* **Your objective**: Every line containing the word "nodes" must be pulled from the records.

* **Information shown**:
○ ○ ○ ○ ○ ○ ○
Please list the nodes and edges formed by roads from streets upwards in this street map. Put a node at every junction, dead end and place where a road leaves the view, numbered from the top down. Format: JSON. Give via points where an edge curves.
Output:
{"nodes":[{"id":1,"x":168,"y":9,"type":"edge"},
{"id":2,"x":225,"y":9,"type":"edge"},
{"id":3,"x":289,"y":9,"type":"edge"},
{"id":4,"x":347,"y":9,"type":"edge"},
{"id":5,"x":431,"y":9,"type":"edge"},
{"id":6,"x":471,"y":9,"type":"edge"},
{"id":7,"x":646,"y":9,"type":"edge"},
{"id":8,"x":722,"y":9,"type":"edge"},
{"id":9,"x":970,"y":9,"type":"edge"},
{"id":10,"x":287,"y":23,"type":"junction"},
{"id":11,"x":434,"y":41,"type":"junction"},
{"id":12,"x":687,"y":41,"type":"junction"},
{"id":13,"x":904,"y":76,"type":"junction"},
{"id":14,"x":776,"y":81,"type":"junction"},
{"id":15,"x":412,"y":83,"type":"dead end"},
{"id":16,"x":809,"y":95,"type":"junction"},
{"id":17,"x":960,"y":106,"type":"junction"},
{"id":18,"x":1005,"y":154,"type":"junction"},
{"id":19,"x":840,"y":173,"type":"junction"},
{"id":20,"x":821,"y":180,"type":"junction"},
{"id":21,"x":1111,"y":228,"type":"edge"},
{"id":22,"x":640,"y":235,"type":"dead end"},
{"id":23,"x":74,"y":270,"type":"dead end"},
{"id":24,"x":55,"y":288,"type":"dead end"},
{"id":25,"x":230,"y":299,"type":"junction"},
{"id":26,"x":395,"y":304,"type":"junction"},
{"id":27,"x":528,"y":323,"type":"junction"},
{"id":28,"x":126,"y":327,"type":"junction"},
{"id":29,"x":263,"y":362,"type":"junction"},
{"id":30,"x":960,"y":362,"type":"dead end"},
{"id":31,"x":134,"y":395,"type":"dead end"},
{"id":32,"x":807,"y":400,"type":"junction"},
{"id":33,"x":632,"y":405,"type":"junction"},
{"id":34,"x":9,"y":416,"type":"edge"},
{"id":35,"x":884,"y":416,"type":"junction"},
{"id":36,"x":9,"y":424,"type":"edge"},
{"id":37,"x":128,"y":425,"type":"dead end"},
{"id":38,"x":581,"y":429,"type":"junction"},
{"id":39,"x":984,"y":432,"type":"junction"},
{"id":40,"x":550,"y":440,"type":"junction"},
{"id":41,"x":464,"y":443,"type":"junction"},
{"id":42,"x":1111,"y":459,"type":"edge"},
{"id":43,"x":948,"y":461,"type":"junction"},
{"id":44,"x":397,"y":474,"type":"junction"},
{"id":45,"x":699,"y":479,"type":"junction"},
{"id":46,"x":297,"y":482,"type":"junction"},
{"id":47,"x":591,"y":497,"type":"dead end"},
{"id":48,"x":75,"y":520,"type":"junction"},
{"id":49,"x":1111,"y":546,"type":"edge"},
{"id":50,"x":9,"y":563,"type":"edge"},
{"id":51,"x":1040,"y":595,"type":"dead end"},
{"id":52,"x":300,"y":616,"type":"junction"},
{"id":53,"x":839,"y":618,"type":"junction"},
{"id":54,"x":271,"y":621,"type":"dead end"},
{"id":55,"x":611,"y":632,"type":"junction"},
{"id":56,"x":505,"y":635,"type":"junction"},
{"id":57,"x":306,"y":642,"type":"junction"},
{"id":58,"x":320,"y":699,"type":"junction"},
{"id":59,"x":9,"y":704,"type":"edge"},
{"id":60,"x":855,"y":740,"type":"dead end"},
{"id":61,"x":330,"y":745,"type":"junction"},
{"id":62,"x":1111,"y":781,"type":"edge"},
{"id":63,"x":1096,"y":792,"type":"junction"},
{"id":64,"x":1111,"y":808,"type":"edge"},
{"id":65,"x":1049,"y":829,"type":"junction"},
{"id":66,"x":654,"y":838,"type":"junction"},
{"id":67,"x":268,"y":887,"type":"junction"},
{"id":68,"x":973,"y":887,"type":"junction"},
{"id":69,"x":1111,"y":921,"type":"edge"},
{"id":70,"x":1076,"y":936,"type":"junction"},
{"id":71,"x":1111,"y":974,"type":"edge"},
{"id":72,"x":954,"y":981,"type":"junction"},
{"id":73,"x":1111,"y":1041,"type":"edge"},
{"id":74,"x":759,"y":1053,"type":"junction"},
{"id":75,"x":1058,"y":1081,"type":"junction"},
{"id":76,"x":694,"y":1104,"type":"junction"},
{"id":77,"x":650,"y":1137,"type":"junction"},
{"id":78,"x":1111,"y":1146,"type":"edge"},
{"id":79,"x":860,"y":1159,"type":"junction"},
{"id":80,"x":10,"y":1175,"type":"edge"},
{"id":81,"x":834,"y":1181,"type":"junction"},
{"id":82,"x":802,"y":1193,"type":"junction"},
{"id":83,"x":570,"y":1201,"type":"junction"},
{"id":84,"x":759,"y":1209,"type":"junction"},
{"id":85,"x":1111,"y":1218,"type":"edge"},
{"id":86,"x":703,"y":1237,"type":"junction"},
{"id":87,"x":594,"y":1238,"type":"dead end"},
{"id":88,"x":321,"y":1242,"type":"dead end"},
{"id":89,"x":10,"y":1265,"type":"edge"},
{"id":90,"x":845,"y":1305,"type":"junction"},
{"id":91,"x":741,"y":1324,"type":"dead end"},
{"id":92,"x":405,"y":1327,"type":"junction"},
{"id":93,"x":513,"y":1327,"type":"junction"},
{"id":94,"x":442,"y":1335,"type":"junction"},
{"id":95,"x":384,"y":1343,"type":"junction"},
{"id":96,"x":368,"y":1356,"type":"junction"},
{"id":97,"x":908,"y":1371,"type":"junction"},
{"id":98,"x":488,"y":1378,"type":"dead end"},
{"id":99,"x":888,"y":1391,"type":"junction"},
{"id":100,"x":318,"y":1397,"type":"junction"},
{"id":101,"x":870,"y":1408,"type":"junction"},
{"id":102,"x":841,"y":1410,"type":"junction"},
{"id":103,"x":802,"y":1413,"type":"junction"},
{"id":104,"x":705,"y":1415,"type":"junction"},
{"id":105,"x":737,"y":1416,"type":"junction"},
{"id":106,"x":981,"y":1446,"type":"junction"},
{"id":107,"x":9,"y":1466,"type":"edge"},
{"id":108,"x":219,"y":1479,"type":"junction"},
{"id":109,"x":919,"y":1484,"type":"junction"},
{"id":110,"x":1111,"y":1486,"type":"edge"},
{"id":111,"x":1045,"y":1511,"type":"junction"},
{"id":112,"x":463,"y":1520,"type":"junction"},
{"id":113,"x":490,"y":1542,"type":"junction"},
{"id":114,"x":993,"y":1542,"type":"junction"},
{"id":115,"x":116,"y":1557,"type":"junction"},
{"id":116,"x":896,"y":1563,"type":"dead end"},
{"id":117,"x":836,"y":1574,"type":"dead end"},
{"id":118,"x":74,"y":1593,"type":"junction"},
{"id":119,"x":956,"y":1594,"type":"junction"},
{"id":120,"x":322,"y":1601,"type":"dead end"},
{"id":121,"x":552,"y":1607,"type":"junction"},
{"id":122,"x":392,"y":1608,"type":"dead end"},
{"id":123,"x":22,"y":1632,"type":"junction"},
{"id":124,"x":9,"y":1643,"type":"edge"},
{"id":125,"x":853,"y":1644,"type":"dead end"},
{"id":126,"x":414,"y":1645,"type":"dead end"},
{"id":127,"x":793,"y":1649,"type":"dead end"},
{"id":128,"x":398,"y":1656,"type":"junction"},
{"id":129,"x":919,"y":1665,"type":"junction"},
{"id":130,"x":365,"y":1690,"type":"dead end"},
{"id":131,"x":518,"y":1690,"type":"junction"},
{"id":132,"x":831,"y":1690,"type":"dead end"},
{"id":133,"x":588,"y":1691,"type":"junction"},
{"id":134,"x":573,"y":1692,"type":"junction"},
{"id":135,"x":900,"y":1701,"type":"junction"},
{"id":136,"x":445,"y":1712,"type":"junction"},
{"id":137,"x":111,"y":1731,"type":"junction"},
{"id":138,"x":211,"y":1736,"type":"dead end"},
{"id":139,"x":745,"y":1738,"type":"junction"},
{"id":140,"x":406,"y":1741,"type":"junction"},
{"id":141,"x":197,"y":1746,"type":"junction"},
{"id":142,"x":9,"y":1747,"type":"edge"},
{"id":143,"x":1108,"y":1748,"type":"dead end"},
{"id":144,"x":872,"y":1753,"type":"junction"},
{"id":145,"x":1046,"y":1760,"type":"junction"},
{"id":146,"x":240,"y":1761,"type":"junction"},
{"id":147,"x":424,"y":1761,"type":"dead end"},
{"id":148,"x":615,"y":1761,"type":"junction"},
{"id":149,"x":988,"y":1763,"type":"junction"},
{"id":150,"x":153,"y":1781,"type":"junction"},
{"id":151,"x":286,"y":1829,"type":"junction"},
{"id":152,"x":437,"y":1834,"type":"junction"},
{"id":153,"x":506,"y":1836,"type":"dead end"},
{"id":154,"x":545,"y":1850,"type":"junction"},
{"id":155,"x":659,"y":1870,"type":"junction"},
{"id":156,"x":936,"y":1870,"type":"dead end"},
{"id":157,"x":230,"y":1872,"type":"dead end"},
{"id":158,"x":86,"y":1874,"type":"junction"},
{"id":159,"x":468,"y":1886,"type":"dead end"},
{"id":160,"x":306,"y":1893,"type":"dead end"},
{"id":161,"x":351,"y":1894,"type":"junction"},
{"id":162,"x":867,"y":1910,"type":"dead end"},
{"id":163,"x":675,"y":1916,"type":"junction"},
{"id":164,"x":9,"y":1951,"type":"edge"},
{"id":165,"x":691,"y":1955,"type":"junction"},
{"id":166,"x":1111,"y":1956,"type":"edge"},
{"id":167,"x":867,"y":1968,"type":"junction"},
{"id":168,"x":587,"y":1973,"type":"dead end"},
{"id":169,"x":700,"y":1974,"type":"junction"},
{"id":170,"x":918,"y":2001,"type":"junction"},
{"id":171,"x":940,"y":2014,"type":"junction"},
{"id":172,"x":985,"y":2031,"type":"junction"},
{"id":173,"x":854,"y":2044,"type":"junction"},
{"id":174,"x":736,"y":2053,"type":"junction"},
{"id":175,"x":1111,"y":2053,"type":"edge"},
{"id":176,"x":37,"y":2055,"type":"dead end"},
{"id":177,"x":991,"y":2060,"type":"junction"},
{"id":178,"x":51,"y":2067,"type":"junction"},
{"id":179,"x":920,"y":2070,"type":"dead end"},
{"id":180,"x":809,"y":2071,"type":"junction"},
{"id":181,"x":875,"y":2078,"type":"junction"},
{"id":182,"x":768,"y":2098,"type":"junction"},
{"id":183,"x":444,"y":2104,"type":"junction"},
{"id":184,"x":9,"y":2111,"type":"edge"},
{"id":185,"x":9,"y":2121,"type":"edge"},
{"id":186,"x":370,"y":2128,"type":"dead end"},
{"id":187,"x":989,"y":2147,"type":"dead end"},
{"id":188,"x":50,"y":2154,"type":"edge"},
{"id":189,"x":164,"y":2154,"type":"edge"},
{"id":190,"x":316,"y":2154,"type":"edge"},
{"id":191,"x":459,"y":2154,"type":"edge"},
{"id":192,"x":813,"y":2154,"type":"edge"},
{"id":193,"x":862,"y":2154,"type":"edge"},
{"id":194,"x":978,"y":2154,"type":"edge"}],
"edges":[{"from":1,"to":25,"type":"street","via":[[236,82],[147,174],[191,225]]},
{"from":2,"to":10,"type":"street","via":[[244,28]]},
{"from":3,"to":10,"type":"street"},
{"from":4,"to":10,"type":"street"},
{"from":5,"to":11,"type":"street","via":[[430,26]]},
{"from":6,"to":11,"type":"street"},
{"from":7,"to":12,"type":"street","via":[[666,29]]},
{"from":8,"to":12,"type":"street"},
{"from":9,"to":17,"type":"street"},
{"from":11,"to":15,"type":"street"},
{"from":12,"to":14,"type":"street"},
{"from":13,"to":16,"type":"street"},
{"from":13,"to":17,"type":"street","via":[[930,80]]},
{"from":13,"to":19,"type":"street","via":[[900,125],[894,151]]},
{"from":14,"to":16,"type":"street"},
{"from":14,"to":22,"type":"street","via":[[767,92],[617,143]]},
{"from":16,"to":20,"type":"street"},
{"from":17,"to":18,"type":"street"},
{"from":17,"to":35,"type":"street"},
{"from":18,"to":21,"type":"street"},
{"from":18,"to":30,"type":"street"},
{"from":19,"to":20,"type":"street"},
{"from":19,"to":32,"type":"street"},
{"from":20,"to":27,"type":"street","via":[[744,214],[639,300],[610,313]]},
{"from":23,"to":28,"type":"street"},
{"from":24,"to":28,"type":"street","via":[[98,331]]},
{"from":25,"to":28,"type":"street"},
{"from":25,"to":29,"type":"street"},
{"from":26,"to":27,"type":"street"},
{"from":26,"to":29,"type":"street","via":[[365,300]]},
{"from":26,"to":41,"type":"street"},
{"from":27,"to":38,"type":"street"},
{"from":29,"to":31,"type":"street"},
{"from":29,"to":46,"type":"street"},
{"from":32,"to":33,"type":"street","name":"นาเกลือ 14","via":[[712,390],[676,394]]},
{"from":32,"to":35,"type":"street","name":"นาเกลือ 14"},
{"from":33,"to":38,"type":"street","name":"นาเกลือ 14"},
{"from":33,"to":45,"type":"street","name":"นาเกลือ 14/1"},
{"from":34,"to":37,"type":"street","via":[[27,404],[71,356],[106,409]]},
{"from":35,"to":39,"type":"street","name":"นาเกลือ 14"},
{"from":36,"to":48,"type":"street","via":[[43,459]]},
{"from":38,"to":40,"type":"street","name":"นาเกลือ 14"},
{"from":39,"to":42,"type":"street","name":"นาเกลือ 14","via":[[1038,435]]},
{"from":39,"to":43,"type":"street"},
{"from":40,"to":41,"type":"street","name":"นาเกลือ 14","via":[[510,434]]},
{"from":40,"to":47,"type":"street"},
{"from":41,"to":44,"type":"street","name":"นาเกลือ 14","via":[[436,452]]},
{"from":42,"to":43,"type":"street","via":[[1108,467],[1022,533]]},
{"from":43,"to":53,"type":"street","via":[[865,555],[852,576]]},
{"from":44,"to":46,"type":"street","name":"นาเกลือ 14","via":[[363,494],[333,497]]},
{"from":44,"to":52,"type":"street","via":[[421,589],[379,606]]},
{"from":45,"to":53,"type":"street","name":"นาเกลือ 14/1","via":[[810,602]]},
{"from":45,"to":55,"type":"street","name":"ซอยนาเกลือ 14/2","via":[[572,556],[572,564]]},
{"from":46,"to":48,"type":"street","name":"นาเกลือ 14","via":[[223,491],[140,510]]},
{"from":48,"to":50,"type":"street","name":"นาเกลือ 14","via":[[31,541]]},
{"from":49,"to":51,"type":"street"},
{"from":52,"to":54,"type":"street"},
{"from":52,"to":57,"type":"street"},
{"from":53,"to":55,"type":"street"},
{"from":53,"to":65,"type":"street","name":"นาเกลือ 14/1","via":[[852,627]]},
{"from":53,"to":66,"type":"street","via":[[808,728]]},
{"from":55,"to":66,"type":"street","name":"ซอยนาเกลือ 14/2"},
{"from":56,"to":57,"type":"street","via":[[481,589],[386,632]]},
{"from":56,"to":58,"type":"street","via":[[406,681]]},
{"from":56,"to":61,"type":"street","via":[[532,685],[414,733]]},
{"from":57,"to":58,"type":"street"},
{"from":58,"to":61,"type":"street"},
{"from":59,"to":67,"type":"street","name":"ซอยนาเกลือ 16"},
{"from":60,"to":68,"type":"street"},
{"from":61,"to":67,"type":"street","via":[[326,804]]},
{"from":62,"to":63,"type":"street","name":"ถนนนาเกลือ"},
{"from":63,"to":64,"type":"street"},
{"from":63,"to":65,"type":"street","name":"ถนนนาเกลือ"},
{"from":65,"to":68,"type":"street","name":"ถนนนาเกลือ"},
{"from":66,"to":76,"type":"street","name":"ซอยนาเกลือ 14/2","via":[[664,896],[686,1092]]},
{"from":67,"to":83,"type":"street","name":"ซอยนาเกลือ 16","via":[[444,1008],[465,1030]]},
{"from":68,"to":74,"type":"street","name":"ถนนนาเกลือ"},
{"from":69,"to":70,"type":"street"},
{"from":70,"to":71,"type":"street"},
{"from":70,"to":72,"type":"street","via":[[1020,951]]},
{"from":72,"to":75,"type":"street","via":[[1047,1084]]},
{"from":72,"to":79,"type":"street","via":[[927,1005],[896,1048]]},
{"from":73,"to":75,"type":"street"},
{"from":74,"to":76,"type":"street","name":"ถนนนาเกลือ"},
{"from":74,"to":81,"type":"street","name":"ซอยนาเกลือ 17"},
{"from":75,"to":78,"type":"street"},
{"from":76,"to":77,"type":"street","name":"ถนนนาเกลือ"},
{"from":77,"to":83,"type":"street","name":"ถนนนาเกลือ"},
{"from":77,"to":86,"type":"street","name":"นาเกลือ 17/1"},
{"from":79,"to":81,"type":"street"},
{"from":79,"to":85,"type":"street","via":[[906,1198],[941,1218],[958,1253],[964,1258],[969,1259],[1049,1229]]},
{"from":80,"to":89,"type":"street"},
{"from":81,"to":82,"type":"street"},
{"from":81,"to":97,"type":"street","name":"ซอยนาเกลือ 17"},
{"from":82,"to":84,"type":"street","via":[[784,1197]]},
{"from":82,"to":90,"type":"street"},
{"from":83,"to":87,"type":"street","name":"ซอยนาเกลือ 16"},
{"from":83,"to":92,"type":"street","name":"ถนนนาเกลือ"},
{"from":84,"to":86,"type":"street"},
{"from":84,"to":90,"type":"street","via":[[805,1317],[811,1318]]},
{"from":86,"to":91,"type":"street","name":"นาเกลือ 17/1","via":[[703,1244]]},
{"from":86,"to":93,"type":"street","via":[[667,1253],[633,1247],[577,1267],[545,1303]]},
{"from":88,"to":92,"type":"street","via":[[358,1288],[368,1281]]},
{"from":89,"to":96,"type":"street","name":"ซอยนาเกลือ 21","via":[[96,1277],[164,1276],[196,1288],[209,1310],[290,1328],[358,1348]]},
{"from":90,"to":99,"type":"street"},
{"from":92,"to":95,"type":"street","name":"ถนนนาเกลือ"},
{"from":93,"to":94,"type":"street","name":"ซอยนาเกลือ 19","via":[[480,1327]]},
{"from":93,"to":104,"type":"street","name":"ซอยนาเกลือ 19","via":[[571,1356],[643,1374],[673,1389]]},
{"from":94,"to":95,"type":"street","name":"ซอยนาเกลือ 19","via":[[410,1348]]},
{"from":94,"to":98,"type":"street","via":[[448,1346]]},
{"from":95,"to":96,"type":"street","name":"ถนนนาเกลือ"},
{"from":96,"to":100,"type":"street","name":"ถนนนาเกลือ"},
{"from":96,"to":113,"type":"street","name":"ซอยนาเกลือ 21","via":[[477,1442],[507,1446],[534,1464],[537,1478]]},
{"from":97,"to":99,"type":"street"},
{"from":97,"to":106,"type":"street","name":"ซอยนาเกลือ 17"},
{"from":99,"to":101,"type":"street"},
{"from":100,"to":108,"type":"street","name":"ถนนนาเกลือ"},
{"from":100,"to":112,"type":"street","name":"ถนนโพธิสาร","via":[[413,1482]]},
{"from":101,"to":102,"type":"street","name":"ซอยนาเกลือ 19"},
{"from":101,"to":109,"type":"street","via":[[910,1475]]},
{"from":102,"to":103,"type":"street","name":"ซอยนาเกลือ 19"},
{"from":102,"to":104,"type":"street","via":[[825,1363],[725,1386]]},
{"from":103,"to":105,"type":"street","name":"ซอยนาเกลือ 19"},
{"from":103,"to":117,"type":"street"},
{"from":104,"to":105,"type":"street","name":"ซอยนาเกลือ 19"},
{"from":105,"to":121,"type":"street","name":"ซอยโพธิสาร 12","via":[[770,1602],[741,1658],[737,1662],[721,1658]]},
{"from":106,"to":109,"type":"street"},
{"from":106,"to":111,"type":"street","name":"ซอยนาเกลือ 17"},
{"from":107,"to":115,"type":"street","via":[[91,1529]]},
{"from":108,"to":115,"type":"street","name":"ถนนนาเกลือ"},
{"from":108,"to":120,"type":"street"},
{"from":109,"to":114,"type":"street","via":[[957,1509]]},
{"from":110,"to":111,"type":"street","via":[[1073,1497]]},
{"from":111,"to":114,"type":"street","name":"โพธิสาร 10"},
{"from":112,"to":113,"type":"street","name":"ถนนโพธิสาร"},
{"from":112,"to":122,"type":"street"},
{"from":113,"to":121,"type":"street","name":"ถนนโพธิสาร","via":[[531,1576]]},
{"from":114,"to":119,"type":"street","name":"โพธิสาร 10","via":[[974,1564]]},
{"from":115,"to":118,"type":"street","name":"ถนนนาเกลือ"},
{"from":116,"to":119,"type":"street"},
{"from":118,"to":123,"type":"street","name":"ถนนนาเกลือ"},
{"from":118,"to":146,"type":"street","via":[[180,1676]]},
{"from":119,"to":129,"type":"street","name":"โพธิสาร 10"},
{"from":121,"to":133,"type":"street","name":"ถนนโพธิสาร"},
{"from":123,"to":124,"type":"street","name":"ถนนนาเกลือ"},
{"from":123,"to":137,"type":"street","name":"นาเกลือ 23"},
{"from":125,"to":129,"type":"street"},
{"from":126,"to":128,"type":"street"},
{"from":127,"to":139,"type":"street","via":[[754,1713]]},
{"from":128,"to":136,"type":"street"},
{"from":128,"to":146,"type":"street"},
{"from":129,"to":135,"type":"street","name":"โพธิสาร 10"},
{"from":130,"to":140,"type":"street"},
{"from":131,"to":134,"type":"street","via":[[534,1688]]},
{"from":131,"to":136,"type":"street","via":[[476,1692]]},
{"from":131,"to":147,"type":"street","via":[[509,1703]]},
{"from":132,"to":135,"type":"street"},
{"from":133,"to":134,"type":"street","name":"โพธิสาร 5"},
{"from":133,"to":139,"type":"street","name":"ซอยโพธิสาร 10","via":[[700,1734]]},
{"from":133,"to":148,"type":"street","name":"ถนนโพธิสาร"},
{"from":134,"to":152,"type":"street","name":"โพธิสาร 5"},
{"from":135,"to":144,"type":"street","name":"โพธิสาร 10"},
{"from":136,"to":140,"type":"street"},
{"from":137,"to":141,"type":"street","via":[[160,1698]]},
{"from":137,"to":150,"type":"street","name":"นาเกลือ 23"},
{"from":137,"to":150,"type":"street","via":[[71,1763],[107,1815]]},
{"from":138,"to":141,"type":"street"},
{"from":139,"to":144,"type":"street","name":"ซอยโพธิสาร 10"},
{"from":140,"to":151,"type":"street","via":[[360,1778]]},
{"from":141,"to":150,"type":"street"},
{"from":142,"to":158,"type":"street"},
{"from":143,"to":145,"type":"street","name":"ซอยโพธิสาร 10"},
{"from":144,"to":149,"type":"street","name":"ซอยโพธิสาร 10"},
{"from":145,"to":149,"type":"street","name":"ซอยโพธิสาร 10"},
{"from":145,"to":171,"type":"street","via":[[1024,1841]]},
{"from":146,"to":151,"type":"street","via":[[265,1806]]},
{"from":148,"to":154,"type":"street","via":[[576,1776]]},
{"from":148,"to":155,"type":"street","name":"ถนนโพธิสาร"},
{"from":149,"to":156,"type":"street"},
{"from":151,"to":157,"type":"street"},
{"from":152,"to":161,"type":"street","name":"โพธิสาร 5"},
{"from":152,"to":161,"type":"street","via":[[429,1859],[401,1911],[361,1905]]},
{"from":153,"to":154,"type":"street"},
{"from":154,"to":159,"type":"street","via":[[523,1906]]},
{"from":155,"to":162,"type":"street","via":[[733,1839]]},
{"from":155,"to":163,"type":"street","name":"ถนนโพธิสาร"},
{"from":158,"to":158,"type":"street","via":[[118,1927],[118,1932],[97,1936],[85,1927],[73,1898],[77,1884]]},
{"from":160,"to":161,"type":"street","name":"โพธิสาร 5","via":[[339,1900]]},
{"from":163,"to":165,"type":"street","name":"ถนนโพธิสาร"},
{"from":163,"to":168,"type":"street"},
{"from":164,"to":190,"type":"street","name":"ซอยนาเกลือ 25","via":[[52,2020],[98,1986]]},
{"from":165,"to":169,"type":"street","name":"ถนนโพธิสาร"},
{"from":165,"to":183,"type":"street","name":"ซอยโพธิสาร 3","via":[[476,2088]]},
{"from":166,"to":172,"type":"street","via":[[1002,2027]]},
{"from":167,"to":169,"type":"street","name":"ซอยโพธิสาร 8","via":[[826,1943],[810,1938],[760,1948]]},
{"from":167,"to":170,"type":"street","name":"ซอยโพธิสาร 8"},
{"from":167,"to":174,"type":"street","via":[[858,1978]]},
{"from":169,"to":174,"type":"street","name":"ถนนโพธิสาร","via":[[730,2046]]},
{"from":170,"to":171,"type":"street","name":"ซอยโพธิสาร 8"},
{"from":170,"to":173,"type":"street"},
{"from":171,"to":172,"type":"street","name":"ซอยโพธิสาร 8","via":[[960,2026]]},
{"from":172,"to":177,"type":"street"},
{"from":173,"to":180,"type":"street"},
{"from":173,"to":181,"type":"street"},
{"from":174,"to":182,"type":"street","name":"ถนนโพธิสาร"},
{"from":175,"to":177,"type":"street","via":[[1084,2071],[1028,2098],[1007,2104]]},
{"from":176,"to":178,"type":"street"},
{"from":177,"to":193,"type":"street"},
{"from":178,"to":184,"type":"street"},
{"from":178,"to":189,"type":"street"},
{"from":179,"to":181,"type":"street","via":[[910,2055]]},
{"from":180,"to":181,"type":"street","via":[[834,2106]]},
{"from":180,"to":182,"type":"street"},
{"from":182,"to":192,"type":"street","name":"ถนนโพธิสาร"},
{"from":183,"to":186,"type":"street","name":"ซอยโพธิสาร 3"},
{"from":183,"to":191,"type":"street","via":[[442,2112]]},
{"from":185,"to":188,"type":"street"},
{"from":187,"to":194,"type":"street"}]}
○ ○ ○ ○ ○ ○ ○
* **Written solution**:
Please list the nodes and edges formed by roads from streets upwards in this street map. Put a node at every junction, dead end and place where a road leaves the view, numbered from the top down. Format: JSON. Give via points where an edge curves.
{"nodes":[{"id":1,"x":168,"y":9,"type":"edge"},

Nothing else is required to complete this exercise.